Tuesday, July 14, 2009

Comfortable, now in COLOR

Just as an update on Monday's bleakness, my dog's been diagnosed with heart problems of a kind not uncommon in larger breeds, but still shocking given her young age. She's on a load of medicines, and the advice from the vets have all boiled down to "just keep her comfortable and we'll see." This blog was never meant to be a forum for me to air my personal goings-on, and I don't want to turn it into a pity-me-and-my-poor-ailing-pet sort of thing. That doesn't make me very comfortable, honestly.

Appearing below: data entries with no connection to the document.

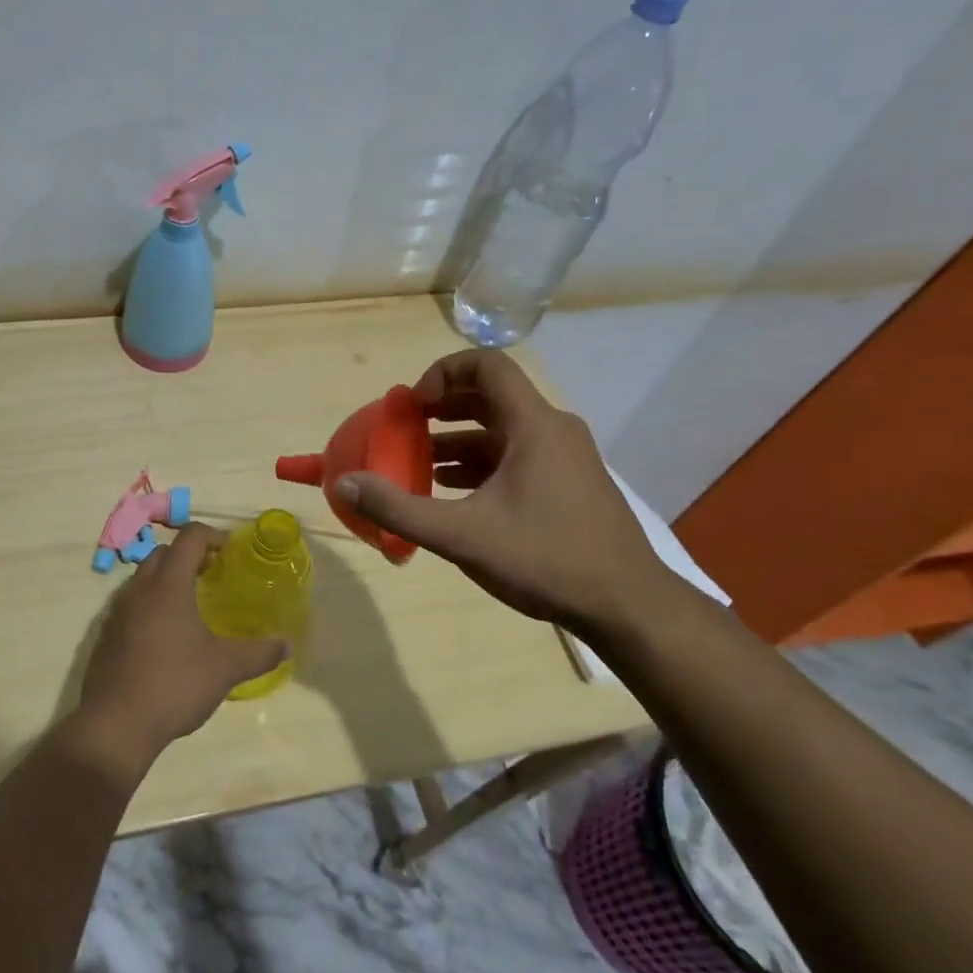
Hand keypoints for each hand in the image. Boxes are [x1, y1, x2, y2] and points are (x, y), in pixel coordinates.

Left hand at [71, 523, 288, 776]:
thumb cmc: (174, 684)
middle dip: (189, 556)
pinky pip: (131, 604)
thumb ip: (259, 653)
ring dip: (168, 579)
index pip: (189, 537)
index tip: (231, 552)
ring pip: (144, 578)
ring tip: (192, 605)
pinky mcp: (106, 634)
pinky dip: (151, 604)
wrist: (115, 725)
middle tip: (213, 575)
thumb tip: (288, 644)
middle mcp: (139, 588)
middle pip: (163, 552)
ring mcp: (117, 611)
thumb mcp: (225, 668)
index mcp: (168, 584)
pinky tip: (167, 635)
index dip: (213, 536)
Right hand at [337, 349, 676, 634]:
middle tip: (405, 428)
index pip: (487, 364)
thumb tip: (344, 482)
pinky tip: (452, 493)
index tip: (414, 405)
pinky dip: (479, 464)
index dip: (442, 373)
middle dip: (442, 407)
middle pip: (491, 396)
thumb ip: (399, 508)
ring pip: (502, 430)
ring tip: (418, 463)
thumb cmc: (546, 559)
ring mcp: (565, 458)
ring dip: (457, 439)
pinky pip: (515, 456)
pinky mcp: (568, 484)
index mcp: (534, 425)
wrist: (628, 608)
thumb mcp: (463, 535)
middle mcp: (553, 430)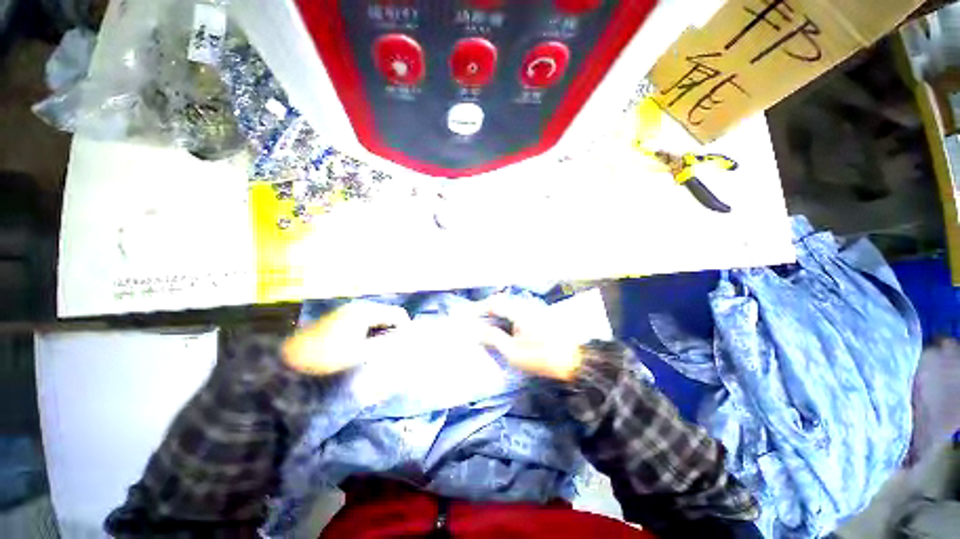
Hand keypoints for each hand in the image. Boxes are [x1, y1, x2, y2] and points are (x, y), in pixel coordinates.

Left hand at [282, 301, 410, 375]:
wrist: (287, 359)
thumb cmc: (326, 357)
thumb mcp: (360, 354)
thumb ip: (386, 346)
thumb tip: (405, 343)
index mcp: (366, 312)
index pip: (398, 314)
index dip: (406, 329)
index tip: (406, 348)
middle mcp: (359, 307)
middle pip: (388, 315)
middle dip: (393, 332)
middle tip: (392, 353)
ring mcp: (348, 312)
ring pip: (376, 320)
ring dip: (381, 335)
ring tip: (378, 354)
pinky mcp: (340, 319)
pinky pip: (365, 323)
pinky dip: (370, 335)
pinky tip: (363, 349)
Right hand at [479, 303, 584, 380]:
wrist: (574, 362)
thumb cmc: (542, 358)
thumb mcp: (514, 352)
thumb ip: (494, 338)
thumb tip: (477, 330)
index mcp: (519, 312)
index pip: (494, 303)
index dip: (479, 308)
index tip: (467, 316)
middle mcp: (526, 306)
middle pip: (501, 302)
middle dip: (486, 309)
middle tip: (474, 320)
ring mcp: (534, 310)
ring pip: (509, 306)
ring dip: (495, 313)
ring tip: (484, 324)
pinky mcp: (538, 316)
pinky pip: (517, 312)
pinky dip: (505, 317)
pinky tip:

I hope you won't think me callous if I indulge in my typical retro-paper-photo-lust, then. Believe me, there's a large part of my mind and heart tied up with the big fuzzy lump asleep at my feet.

-----

And now on to business, namely, fostering intra-typecaster jealousy. If you're anything like me, Strikethru's recent series on her Print Camp 2009 trip has you checking round-trip fares to Oregon. Egads, all this and Blue Moon too? When do we leave?

It was just this weekend that I pulled out some old, yellowed mimeographed worksheets from my elementary school days to show to my daughter. I swear I can remember seeing those hand-cranked machines in use at some point, but perhaps this is just a wishful, false memory. Of course, I have no need to make multiple copies of anything I've typed, or at least not to do it with ink and rollers and a pile of papers prone to jam. But you can't deny the elegance, and the purple ink... whew, nostalgia.

And so my mind wandered, as it is prone to do, back to the post about the Cuban author who wrote her novel by blind-typing, with carbon paper, and to discussion thread from the portable typewriters group from a writer wondering how to re-ink ribbons for use a manual machine after civilization's collapse. My suggestion at the time was "home-made carbon paper" and now with the experience of our novelist, this is a very likely prospect. So likely, in fact, that I thought I'd like to try it, though I don't know if I can easily find carbon paper, or want a whole pack of the messy stuff. I started thinking about carbon-less forms -- that might make interesing typecast paper -- and then like a bolt, it all came together.

typecast_20090714

These are two quickie samples from my home-made paper. Ingredients? A Rose Art "Violet" crayon, a piece of paper, a 3x5 card, and Gomez, my Olympia SM-3.

  1. Cover side of paper in crayon. Really lay it on thick.
  2. Place colored side of paper and blank paper together.
  3. Wind through typewriter such that you are typing on the back of the colored page.
  4. Type, perhaps using the underutilized "Stencil" setting (white dot on your ribbon color selector.)
I did this twice: once with a plain "raw" page, which is the top half of the typecast. The results were good, and very mimeo-ish, though the wax bits flaked off and stuck to the index card I used as a blank. You can see them above the first line, and the line of asterisks. Also, the closed letters tended to punch through all the way, filling in the loops on the "e" in a few words.

Being a neat freak, I then took the color sheet and baked it on a very low temperature in my toaster oven until the wax melted into the paper a bit, then typed the second half of the 'cast (from the asterisks down.) The type is darker, and cleaner, and the stray wax bits were bonded more to the page. Keeping in mind the low burning point of paraffin wax, I'd recommend this method if you DIY, but don't burn down your house, or blame me when you do. (Also, place the paper on tinfoil on a baking sheet of some kind, just in case.)

OK, crafty 'casters. Let's see what you can do with this. I fully expect to see bands of color, strips and swirls and such. And this needs a Clever Name. "Colorcasting" was the best I could do, but I'm sure one of you has a clever variant on "lost wax technique" or "Crayola paper" or the like.